Using Metadata to Find Paul Revere by Kieran Healy.
From the post:
London, 1772.
I have been asked by my superiors to give a brief demonstration of the surprising effectiveness of even the simplest techniques of the new-fangled Social Networke Analysis in the pursuit of those who would seek to undermine the liberty enjoyed by His Majesty’s subjects. This is in connection with the discussion of the role of “metadata” in certain recent events and the assurances of various respectable parties that the government was merely “sifting through this so-called metadata” and that the “information acquired does not include the content of any communications”. I will show how we can use this “metadata” to find key persons involved in terrorist groups operating within the Colonies at the present time. I shall also endeavour to show how these methods work in what might be called a relational manner.
(…)
An extremely well-written and highly imaginative example of social network analysis.

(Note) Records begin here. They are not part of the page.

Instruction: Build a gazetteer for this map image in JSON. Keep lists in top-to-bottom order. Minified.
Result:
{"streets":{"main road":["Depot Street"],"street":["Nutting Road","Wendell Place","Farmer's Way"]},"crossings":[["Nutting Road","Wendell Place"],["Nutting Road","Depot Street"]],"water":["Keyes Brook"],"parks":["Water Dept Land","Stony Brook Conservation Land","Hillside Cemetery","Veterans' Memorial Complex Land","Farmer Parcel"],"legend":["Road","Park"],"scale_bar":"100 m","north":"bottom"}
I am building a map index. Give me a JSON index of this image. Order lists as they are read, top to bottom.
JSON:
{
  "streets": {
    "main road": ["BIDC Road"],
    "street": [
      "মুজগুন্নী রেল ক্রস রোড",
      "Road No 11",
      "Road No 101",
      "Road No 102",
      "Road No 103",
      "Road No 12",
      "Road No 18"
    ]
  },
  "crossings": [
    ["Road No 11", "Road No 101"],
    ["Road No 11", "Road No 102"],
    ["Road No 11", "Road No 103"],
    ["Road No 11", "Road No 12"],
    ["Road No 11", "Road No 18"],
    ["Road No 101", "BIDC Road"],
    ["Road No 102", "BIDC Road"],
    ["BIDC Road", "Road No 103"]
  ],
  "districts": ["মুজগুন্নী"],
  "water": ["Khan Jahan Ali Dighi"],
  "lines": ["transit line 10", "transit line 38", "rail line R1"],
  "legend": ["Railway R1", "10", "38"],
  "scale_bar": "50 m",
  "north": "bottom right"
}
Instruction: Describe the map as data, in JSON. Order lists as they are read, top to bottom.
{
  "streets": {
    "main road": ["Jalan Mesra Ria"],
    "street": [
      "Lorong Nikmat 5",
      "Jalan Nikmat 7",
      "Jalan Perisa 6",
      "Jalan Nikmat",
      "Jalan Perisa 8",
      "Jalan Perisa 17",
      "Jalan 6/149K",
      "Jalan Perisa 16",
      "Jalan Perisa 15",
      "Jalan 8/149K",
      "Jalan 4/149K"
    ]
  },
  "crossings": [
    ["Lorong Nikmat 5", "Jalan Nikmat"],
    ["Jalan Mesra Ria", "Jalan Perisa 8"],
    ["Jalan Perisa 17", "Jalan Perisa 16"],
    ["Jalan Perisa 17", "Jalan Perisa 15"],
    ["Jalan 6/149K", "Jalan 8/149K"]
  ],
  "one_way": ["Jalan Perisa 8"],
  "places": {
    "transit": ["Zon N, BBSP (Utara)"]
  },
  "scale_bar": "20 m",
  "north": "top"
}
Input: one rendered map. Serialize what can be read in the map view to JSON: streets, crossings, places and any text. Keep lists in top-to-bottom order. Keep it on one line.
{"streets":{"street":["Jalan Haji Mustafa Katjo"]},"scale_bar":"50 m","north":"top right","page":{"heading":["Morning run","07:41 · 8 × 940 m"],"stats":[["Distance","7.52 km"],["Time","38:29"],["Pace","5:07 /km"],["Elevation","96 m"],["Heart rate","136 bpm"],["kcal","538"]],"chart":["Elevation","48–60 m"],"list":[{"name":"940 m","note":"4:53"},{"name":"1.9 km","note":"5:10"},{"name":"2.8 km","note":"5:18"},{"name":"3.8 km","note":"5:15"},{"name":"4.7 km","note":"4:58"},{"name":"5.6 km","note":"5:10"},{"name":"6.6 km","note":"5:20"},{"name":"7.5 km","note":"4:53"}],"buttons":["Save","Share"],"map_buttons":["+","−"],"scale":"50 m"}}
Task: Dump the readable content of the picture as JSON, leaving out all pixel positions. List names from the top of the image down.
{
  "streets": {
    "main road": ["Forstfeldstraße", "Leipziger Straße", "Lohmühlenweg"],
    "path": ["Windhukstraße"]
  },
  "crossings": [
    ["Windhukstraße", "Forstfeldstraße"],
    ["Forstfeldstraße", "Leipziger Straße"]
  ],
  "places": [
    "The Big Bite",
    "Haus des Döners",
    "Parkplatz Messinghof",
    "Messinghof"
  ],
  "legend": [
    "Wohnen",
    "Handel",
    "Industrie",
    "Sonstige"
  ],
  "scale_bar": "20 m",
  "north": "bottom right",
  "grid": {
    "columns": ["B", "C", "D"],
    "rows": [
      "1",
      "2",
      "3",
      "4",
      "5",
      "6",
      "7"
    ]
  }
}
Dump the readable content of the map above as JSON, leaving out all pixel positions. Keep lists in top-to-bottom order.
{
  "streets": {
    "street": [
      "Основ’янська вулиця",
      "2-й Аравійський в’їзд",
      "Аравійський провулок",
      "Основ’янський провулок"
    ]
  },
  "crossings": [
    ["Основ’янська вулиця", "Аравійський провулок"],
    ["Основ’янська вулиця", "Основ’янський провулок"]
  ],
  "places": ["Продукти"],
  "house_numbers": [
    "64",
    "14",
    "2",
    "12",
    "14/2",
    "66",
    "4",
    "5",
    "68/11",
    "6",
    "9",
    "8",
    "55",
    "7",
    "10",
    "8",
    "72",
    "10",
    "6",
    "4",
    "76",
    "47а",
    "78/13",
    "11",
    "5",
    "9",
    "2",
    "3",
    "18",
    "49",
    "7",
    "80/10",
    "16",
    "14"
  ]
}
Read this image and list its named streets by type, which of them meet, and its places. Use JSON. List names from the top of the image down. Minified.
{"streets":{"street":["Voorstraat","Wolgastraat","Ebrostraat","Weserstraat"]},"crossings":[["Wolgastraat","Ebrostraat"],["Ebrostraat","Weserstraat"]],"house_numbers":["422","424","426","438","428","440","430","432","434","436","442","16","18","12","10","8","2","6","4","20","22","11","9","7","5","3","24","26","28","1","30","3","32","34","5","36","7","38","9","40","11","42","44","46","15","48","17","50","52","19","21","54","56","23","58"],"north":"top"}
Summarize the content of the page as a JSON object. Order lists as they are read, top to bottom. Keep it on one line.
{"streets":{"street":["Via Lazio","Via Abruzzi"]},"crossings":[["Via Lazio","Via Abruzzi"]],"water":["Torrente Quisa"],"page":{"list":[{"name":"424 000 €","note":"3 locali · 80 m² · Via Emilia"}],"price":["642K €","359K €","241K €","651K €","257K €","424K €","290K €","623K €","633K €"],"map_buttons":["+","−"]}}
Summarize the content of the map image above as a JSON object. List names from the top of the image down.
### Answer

With one flaw, a fatal one I’m afraid.
What is the first thing you notice about the data? The very first thing?
It’s clean!
Clean data is almost unknown in the real world.
Think about the last time you got into an argument with your credit card company. Or with the credit report bureau. Or with anyone else who collects data.
Dirty data is just a fact of life.
In a perfect world, the one software vendors/contractors imagine, yes, perfect matches come up every time. Particularly when mapping across data sets.
Because in their perfect world, Paul Revere is never P. Revere (or Revoire), or with varying birth dates December 21, 1734 (Old Style) or January 1, 1735 (modern calendar), who was a silversmith and/or a dentist. (Paul Revere)
To list just a few of the possible confusions.
Unfortunately, our leadership accepts uncritically claims based on data cleanliness that no practicing DBA has ever seen in raw data.
Considering the $billions at stake for agencies and contractors, their motives are clear.
What is puzzling is why our leadership doesn’t make that connection?
[…] may remember Kieran Healy’s post from Using Metadata to Find Paul Revere [In a Perfect World], where I pointed out that Kieran was using clean data. No omissions, no variant spellings, no […]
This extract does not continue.